Eduardo Sterzi
Paulo Francis certa feita escreveu: “Crime e Castigo, de Dostoiévski, fez de mim o que sou”. De fato, os romances do maior prosador russo possuem a capacidade de moldar a consciência de seus leitores, desfazendo as ilusões otimistas quanto à natureza humana ou à modernidade. Envolvidos pelo enredo, assimilamos certas idéias terríveis contra as quais habitualmente nos acautelaríamos.

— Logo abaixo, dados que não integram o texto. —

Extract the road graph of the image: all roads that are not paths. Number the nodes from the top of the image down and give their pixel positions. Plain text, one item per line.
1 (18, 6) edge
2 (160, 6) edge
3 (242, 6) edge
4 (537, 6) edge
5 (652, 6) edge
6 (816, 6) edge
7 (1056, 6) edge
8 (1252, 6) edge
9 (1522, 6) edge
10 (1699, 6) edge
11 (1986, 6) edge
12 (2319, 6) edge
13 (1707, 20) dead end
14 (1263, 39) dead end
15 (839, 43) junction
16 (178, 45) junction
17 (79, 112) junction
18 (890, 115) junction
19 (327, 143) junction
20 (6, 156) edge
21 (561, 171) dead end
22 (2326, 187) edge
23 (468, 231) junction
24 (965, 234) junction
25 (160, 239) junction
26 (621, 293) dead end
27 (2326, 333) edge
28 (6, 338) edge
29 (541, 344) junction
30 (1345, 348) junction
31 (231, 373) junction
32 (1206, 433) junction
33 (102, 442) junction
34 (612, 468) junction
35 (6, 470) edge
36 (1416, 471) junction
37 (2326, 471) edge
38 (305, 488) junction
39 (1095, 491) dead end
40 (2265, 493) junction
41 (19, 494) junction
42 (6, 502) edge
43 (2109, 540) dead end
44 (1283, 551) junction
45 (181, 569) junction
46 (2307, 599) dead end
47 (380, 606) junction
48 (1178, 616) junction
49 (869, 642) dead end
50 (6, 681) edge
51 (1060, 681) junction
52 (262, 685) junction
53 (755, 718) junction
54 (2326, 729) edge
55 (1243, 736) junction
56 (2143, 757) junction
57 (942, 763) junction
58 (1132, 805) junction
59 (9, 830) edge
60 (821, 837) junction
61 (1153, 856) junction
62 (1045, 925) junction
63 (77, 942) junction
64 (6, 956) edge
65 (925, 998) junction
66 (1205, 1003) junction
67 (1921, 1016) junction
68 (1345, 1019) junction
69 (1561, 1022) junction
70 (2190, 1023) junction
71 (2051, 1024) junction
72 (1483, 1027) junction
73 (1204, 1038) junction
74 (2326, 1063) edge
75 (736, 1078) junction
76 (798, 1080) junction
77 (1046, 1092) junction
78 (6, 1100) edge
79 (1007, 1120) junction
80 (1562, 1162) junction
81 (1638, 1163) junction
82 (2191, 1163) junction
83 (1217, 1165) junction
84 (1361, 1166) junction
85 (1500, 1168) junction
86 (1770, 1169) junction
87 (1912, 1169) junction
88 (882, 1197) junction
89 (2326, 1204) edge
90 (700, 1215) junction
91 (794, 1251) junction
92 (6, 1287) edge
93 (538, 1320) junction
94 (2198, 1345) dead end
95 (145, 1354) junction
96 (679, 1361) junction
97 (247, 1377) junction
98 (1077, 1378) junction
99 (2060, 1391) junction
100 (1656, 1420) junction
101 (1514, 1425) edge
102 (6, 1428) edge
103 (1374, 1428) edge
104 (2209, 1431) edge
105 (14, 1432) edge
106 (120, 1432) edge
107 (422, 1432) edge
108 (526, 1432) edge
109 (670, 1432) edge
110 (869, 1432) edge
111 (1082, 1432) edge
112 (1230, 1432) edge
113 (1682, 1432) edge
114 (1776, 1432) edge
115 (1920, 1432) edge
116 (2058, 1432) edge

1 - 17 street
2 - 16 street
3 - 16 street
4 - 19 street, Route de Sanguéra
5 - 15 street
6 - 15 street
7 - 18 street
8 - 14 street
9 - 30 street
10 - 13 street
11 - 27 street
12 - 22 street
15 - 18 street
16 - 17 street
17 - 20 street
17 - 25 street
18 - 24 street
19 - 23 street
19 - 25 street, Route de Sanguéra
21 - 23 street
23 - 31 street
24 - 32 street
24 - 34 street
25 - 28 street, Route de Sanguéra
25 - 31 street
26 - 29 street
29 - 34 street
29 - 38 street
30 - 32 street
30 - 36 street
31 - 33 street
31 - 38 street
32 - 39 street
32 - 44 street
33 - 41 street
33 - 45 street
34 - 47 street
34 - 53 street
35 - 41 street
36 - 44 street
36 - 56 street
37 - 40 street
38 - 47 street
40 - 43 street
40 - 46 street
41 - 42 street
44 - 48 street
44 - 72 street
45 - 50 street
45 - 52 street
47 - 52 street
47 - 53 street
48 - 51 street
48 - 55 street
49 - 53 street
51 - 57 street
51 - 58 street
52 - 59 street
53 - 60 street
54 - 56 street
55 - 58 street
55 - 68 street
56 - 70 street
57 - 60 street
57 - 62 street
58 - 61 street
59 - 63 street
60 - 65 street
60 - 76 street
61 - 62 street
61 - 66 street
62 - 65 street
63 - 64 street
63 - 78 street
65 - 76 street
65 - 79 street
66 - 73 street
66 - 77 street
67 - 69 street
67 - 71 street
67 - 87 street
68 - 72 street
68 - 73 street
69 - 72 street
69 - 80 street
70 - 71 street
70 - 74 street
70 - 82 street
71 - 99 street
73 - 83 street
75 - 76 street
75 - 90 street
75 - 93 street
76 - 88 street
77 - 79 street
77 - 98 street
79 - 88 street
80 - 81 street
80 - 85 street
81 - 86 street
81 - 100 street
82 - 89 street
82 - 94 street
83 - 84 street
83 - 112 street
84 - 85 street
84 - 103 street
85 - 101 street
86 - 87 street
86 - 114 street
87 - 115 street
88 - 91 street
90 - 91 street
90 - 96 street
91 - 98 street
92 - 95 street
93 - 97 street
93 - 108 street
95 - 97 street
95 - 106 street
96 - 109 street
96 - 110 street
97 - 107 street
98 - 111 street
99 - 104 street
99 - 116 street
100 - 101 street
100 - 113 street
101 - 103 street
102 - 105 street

Memórias do Subsolo (Editora 34), de 1864, oferece-nos uma visão concentrada – pouco mais de 100 páginas, em contraste com as assustadoras 500 de Crime e Castigo – desse torturado universo literário e moral. O anti-herói desse livro é o anônimo morador de um quarto subterrâneo nos arredores de Petersburgo, um medíocre funcionário público aposentado, porém dotado de um intelecto poderoso e destrutivo (sobretudo autodestrutivo). Trata-se de um virtuose do rancor e acompanhá-lo a um jantar promovido por ex-colegas de escola, tolos mas bem-sucedidos, é deliciar-se com uma rara poesia do ressentimento. Outro russo famoso, o romancista Vladimir Nabokov, que censurava no precursor a “eloqüência de charlatão vulgar”, elogiou esta cena como uma das melhores de Dostoiévski e exemplar de sua habilidade para a tragicomédia. O resto do livro não lhe é inferior.